STYLE
Beauty
Three mascaras you can totally ugly-cry in
Photo courtesy of: TaylorSwiftVEVO
I cry sometimes. Just kidding—I cry all the time. What can I say? I feel all the feels, whether it’s because I’m happy or sad or mad or maybe because I just saw some cute puppies romping or watched a particularly touching Hallmark commercial. Whatever—I’m totally okay with it.
But that sense of cry-baby confidence doesn’t mean I’m okay with messy mascara situations. Luckily for me (and you), though, I’ve got the key to GL’s beauty closet—and went on a quest to find the perfect mascara for every type of tear. Scroll down for my three faves…then weep on without worry.
1. L'Oreal Double Extend Lash Extension Mascara
Wear it: every single day. Can handle all the random, weepy moments that are prone to pop up without notice—kitten adoption commercials, a quarrel with your crush (he’s really just the worst sometimes), Parenthood marathons…you know, the usual.
Because: This is the mascara that I wear every day for a handful of reasons: 1) It adds plenty of pretty volume and length, 2) it can hold up to tears/wind/workouts, 3) it washes off easily with warm water, and 4) it’s the cost of a standard drugstore buy.
Note: This type of mascara is commonly referred to as “tubes”—you first swipe on a coat of white lash primer, then add color (black or brown) with the second coat. When you wash your face, the mascara won’t smear all over your eyes—the tubes will kind of dissolve and melt off. Sounds weird, but it means you’ll never get raccoon eyes.
Get it: $10, ulta.com
2. Urban Decay Cannonball Ultra Waterpoof Mascara
Wear it: when tears are inevitable…but you need to keep your look composed. Examples: When your new BF thinks it’ll be sooo romantic to watch The Notebook on date night…or when you’re hosting your bestie’s moving-really-really-far-away party.

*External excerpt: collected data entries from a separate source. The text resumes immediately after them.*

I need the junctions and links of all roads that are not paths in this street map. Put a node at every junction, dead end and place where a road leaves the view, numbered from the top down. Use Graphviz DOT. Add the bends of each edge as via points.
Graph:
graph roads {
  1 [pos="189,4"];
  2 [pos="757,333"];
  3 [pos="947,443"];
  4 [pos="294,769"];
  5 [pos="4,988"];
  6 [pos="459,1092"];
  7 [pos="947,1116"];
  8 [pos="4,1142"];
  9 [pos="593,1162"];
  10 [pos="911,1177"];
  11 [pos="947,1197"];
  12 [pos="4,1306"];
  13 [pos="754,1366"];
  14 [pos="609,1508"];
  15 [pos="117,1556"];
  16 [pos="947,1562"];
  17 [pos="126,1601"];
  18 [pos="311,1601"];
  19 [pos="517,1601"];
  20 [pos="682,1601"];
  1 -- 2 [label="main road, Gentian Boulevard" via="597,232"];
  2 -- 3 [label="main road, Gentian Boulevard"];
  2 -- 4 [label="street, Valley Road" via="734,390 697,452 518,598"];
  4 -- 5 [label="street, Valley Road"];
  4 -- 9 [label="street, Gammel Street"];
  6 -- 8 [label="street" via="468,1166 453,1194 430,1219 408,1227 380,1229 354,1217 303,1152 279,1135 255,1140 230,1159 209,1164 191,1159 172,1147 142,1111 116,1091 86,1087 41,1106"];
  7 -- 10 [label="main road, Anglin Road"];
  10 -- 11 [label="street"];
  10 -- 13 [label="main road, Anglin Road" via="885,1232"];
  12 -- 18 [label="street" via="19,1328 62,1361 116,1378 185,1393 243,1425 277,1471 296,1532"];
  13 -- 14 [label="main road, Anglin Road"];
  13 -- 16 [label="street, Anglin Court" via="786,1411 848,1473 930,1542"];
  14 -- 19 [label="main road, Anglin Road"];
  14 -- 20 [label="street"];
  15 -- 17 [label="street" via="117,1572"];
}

Because: I read a very in-depth review of this mascara right when it first hit the market—it was supposed to be so insanely waterproof that the editors testing it literally went snorkeling and stood underneath a waterfall while wearing it. And it never even budged. Sold! My own testing process (while slightly less extreme) produced the same results. Put it on your list this summer for pool parties, too.

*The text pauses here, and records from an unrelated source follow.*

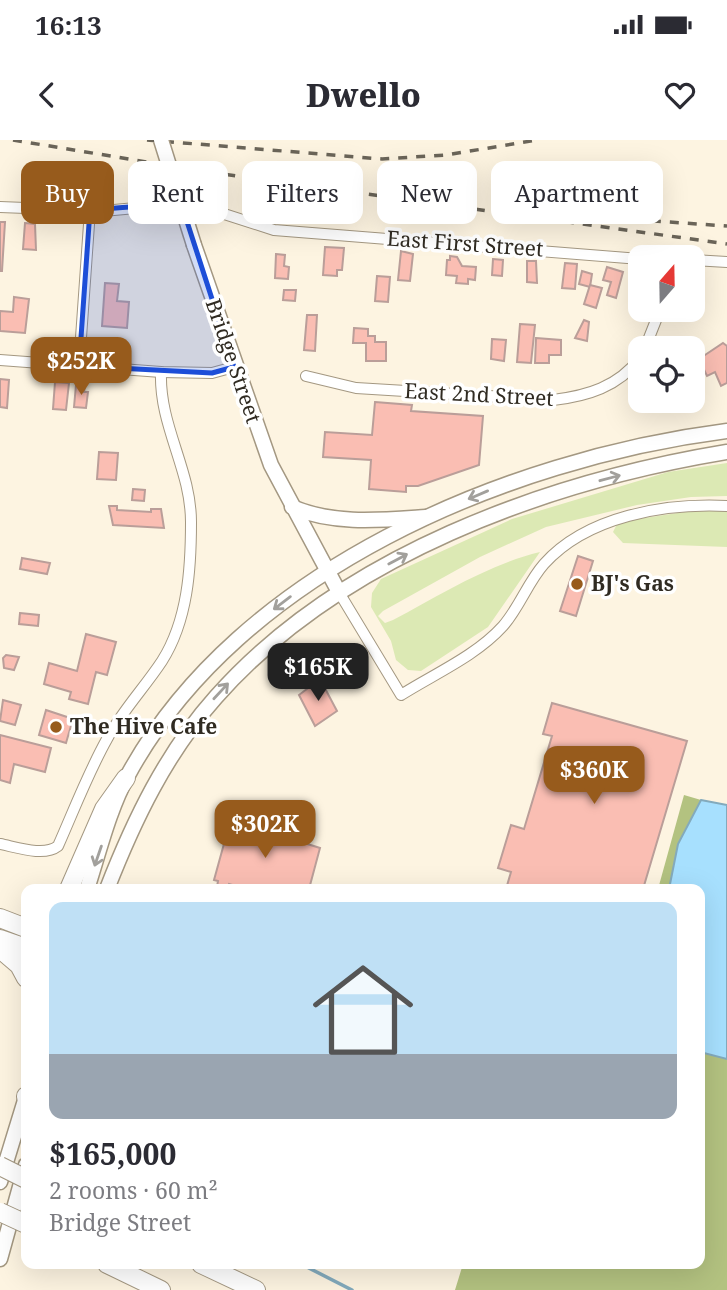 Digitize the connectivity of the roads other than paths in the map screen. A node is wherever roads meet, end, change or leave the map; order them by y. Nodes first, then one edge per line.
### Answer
1 (160, 140) edge
2 (0, 207) edge
3 (21, 208) edge
4 (114, 209) edge
5 (89, 224) edge
6 (628, 258) edge
7 (705, 261) edge
8 (727, 262) edge
9 (0, 360) edge
10 (79, 366) junction
11 (234, 367) junction
12 (161, 372) junction
13 (628, 372) edge
14 (306, 376) dead end
15 (727, 432) edge
16 (727, 452) edge
17 (727, 506) edge
18 (292, 507) junction
19 (430, 517) junction
20 (327, 572) junction
21 (341, 594) junction
22 (126, 778) junction
23 (0, 844) edge
24 (71, 884) edge
25 (89, 884) edge
26 (109, 884) edge
27 (0, 916) edge
28 (21, 916) edge
29 (21, 926) edge
30 (0, 939) edge
31 (21, 946) edge
32 (0, 949) edge
33 (21, 969) edge
34 (21, 1113) edge
35 (0, 1166) edge
36 (21, 1176) edge
37 (0, 1182) edge
38 (21, 1183) edge
39 (0, 1212) edge
40 (21, 1222) edge
41 (0, 1259) edge
42 (117, 1269) edge
43 (212, 1269) edge
44 (161, 1290) edge
45 (257, 1290) edge

1 - 11 main road, Bridge Street, bridge
2 - 3 street, East First Street
4 - 6 street, East First Street
5 - 10 street
7 - 8 street
9 - 10 street
10 - 12 street
11 - 12 street
11 - 18 main road, Bridge Street
12 - 23 street
13 - 14 street, East 2nd Street
15 -> 19 main road
21 -> 16 main road
17 - 21 street, Bridge Street
18 - 19 main road
18 - 20 main road, Bridge Street
19 - 20 main road
20 - 21 main road, Bridge Street
20 -> 22 main road
26 -> 21 main road
22 - 24 highway
22 -> 25 main road
27 - 28 highway
27 - 29 highway
30 - 31 highway
32 - 33 highway
34 - 37 main road
35 - 36 highway, bridge
38 - 41 main road
39 - 40 highway, bridge
42 - 44 highway
43 - 45 highway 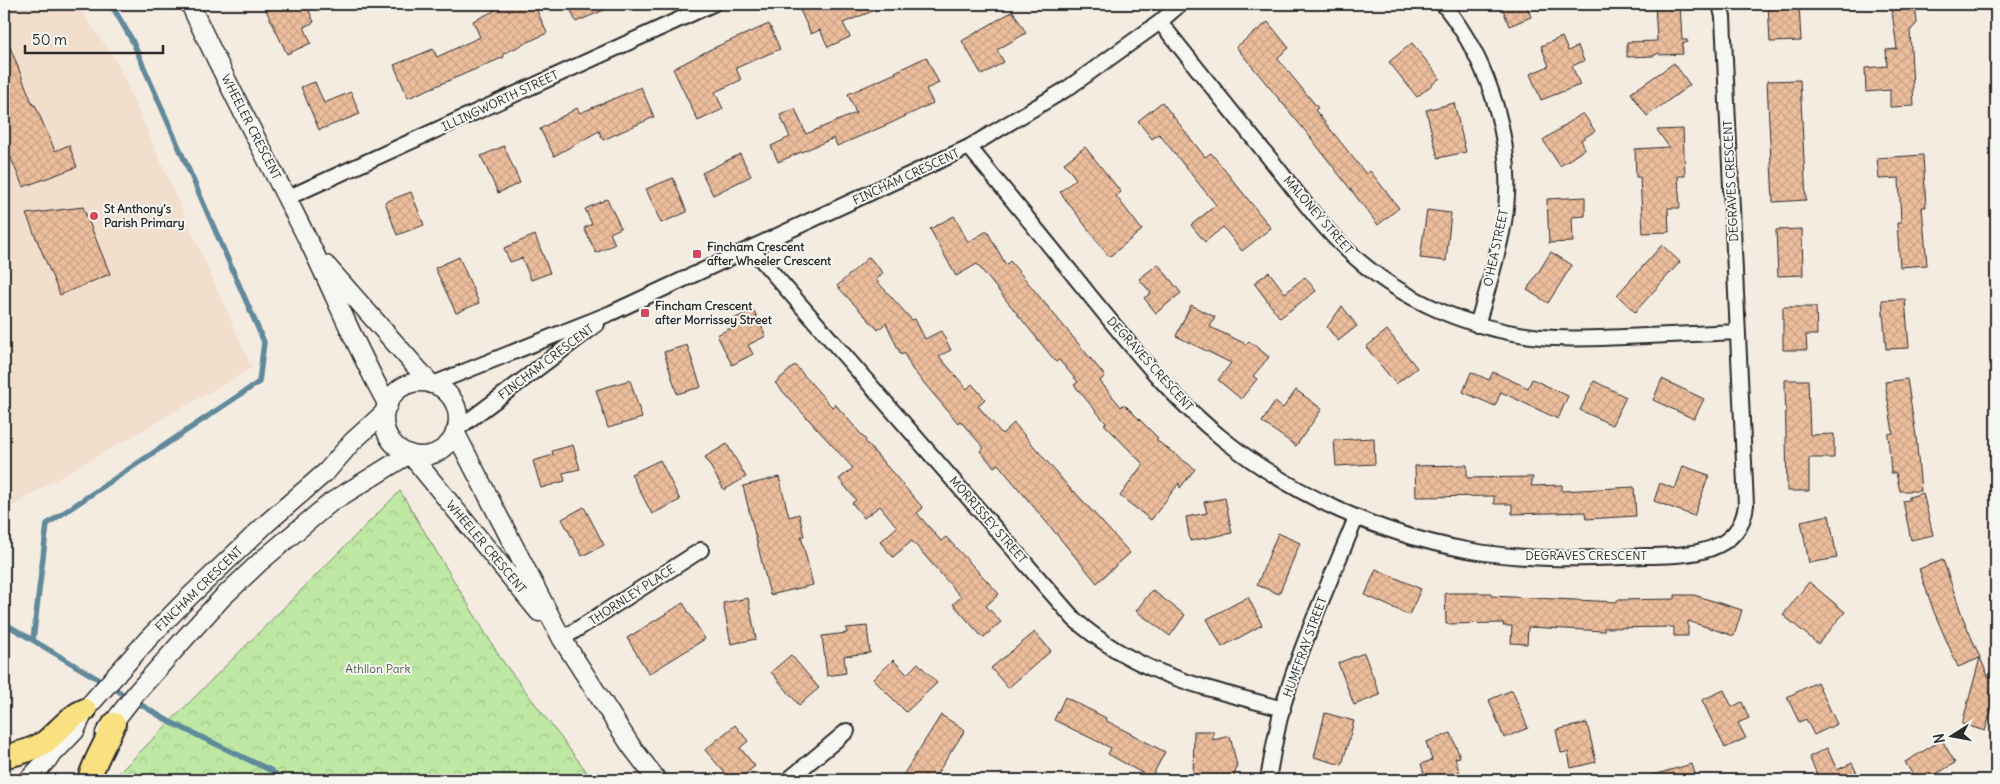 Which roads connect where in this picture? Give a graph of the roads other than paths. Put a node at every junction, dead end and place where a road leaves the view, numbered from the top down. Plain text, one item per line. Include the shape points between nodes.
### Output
1 (190, 4) edge
2 (713, 4) edge
3 (1180, 4) edge
4 (1443, 4) edge
5 (1720, 4) edge
6 (1160, 22) junction
7 (969, 147) junction
8 (287, 198) junction
9 (751, 248) junction
10 (312, 250) junction
11 (611, 312) junction
12 (1477, 325) junction
13 (1738, 332) junction
14 (432, 384) junction
15 (387, 408) junction
16 (456, 431) junction
17 (409, 454) junction
18 (1356, 518) junction
19 (701, 550) dead end
20 (562, 639) junction
21 (91, 704) junction
22 (1282, 708) junction
23 (118, 719) junction
24 (847, 731) dead end
25 (4, 756) edge
26 (28, 780) edge
27 (78, 780) edge
28 (89, 780) edge
29 (657, 780) edge
30 (788, 780) edge
31 (1268, 780) edge

1 - 8 street, WHEELER CRESCENT
2 - 8 street, ILLINGWORTH STREET
3 - 6 street, FINCHAM CRESCENT
4 - 12 street, O'HEA STREET via 1461,27 1489,82 1502,126 1507,173 1505,220
5 - 13 street, DEGRAVES CRESCENT
6 - 7 street, FINCHAM CRESCENT via 1068,88
6 - 12 street, MALONEY STREET via 1316,216 1348,251 1407,294
7 - 9 street, FINCHAM CRESCENT
7 - 18 street, DEGRAVES CRESCENT via 1139,356 1178,399 1223,439 1272,474
8 - 10 street, WHEELER CRESCENT
9 - 11 street, FINCHAM CRESCENT
9 - 22 street, MORRISSEY STREET via 1074,619 1089,632 1142,666 1183,681
10 - 14 street, WHEELER CRESCENT
10 - 15 street, WHEELER CRESCENT
11 - 14 street, FINCHAM CRESCENT
11 - 16 street, FINCHAM CRESCENT
12 - 13 street, MALONEY STREET via 1542,338
13 - 18 street, DEGRAVES CRESCENT via 1746,505 1739,528 1719,545 1693,554 1529,558 1440,545
14 - 15 street via 409,384 391,398
14 - 16 street via 454,402 458,420
15 - 17 street via 386,430 391,440
15 - 21 street, FINCHAM CRESCENT via 327,471 189,597
16 - 17 street via 445,448 437,452 428,456
16 - 20 street, WHEELER CRESCENT
17 - 20 street, WHEELER CRESCENT
17 - 23 street, FINCHAM CRESCENT via 330,503 261,561 222,598 137,692
18 - 22 street, HUMFFRAY STREET via 1309,631
19 - 20 street, THORNLEY PLACE
20 - 29 street, WHEELER CRESCENT via 631,746
21 - 25 main road via 44,743
21 - 26 street, FINCHAM CRESCENT via 75,731
22 - 31 street, HUMFFRAY STREET
23 - 27 street, FINCHAM CRESCENT via 97,741
23 - 28 main road
24 - 30 street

Get it: $20, urbandecay.com
3. FLOWER Intensif-Eye Volumizing Mascara
Wear it: when you want to look like Tay in the “Blank Space” video (or, in other words, when you’re going through a very, very bad breakup).
Because: OK, we said these were going to be three mascaras you can ugly-cry in…but not that they were necessarily waterproof. Sometimes, there’s nothing more therapeutic than seeing black tears streaming down your face—because then you get the chance to wipe them away and start fresh. Get it? So if you’re suddenly in Splitsville, swipe on a few coats of this creamy, feathery eyelash enhancer and let the tears flow for a while…then dry those eyes and move on.
Get it: $8, Walmart and flowerbeauty.com
So spill (get it?): Have you ever had an embarassing mascara moment? What's your favorite formula that can handle it all? Share in the comments!